The Philadelphia Inquirer reported on examinations into the deaths of six former Philadelphia Phillies, who spent much of their baseball careers playing on fake turf at Veterans Stadium, which was open from 1971 to 2003. These players died in their 40s and 50s from a rare form of brain cancer, glioblastoma.
They played atop an artificial field made in part with so-called forever chemicals that are linked to cancer. While experts can’t say for certain that the field caused the disease, the reports are leading to more scrutiny of fake grass around the country.

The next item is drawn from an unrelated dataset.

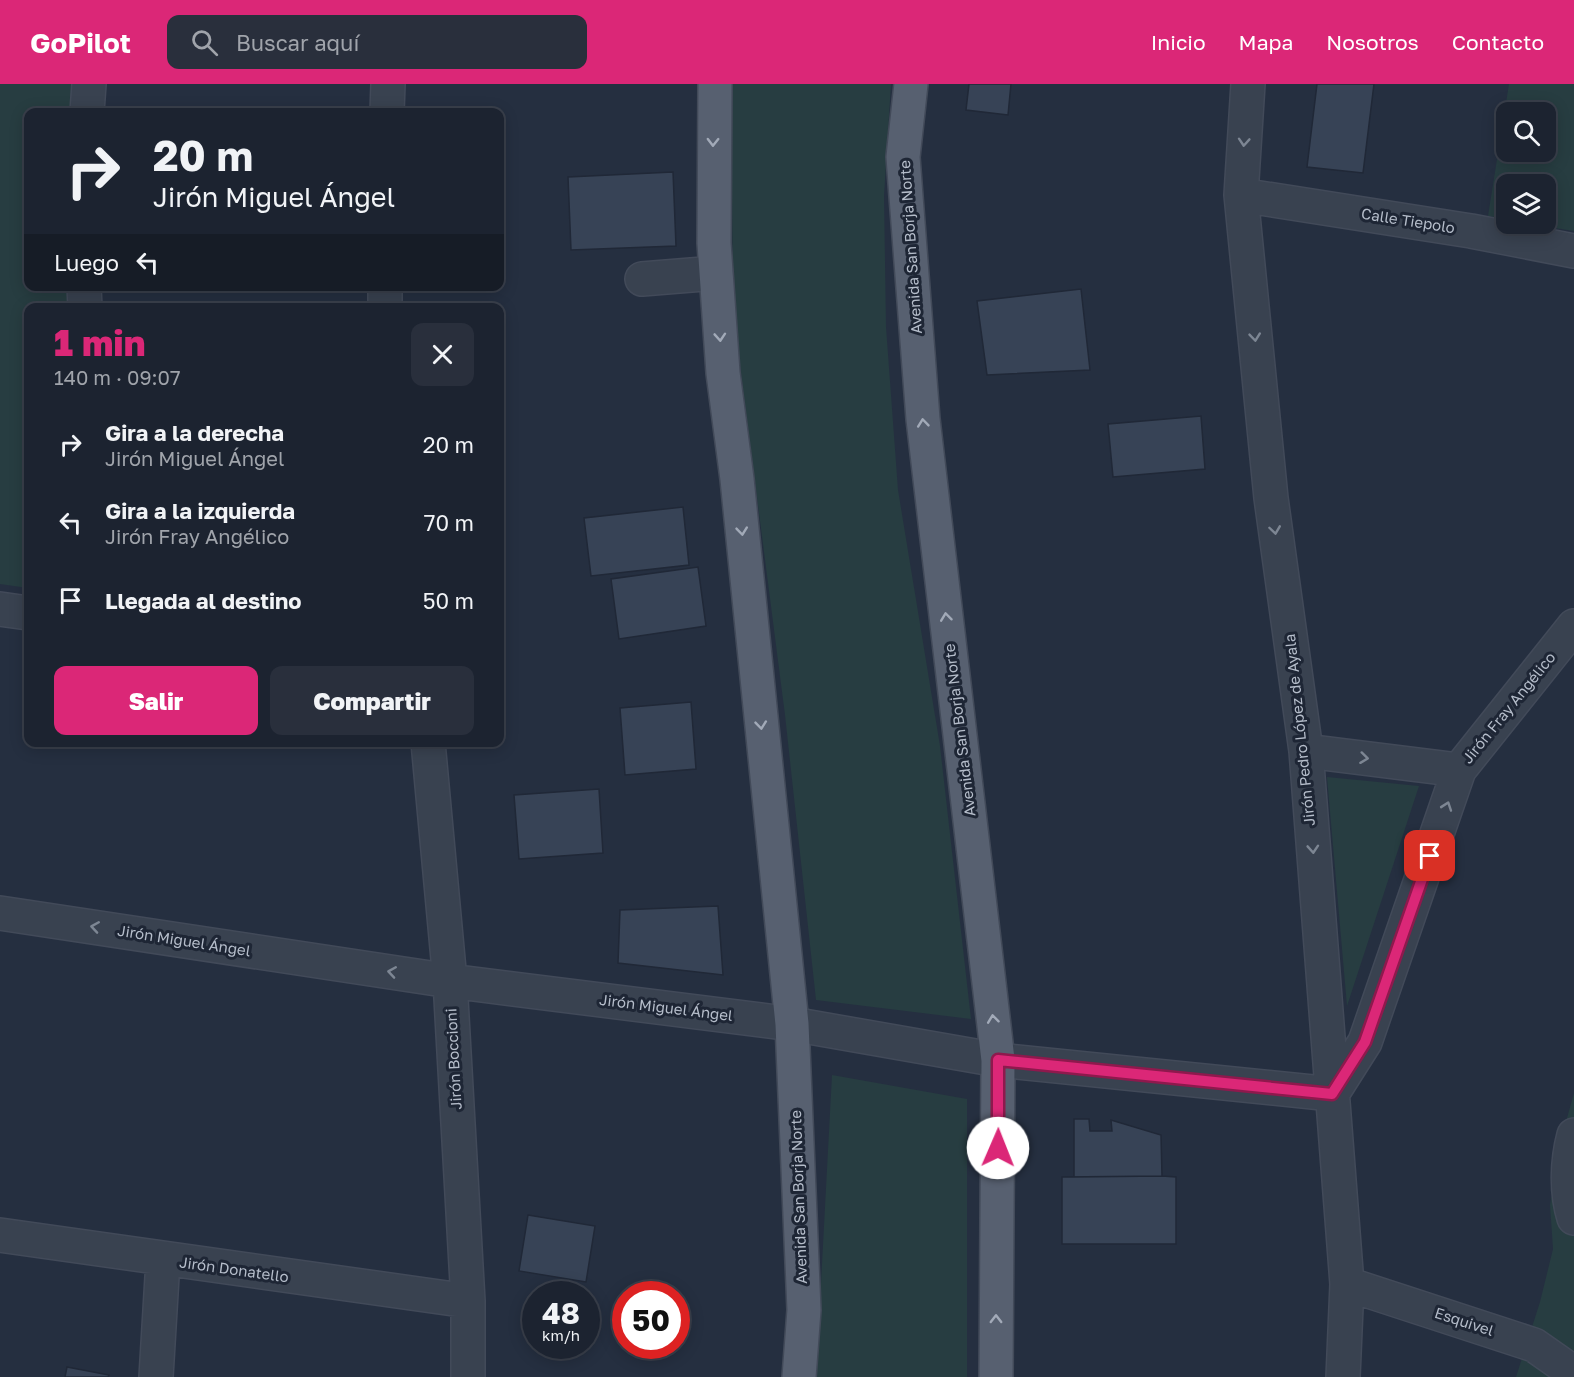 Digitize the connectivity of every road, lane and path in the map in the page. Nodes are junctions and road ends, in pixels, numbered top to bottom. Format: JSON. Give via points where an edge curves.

“We don’t know what those chemicals are doing to us — what happened to exercising caution when we’re talking about human health?” Kyla Bennett, a former scientist for the Environmental Protection Agency, said to the Guardian, which also reported on the deaths. Bennett now works for Public Employees for Environmental Responsibility.
What is artificial turf?
Artificial turf, also known as synthetic turf or fake grass, is exactly what it sounds like — a surface made from synthetic materials, primarily plastic, that is designed to mimic the look and feel of real grass.
Veterans Stadium had a form of artificial turf that was popular for fields built in the 1970s, the Guardian reports, noting that all artificial turf contains forever chemicals. Those chemicals break down very slowly.

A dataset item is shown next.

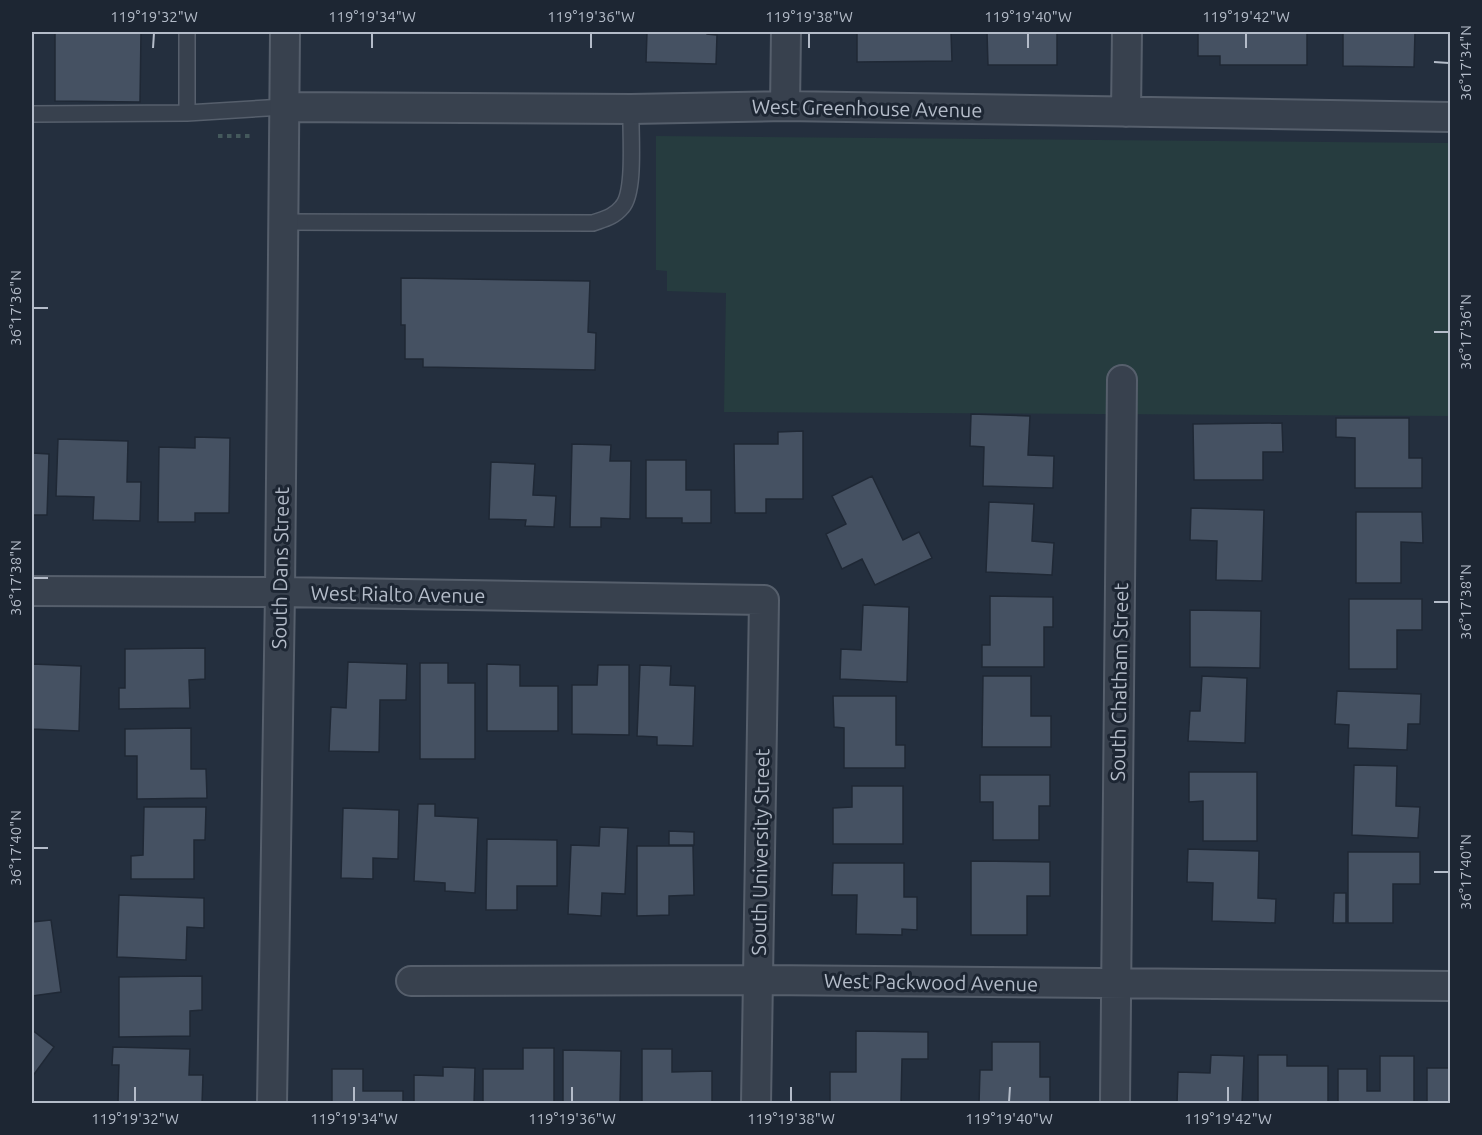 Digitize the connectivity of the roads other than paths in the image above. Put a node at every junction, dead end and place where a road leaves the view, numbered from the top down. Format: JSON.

Why are the fields still a concern?
Forever chemicals, also called PFAS, have possible links to increased risks for cancers throughout the body, the American Cancer Society reports. The health impact of the more than 9,000 PFAS so far discovered is still being studied.
Experts, including Bennett, don’t understand why fields with forever chemicals are still being made.
“Is artificial turf easier? Yeah, you don’t have to mow it, but that doesn’t mean it’s right to use it,” she told the Guardian.
The research continues
Most scientists use words like “link” and “suggest” to describe the relationship between forever chemicals, artificial fields, and cancer.
“There is no way to now say, ‘If these chemicals are there, they are causing the tumors,’” Henry Friedman, a neuro-oncologist at Duke University, told the Guardian. He treated two of the Phillies.
For their part, artificial turf makers told the Guardian that their products “meet and exceed” health standards and that they benefit communities.
What can I do to help?
For natural grass advocates like Bennett, the information cited by the Philadelphia Inquirer, the Guardian, and other news outlets is reason enough to ban artificial turf.
Organizations like Turfgrass Producers International are a great resource to learn about the health benefits of natural grass — for the body and the planet.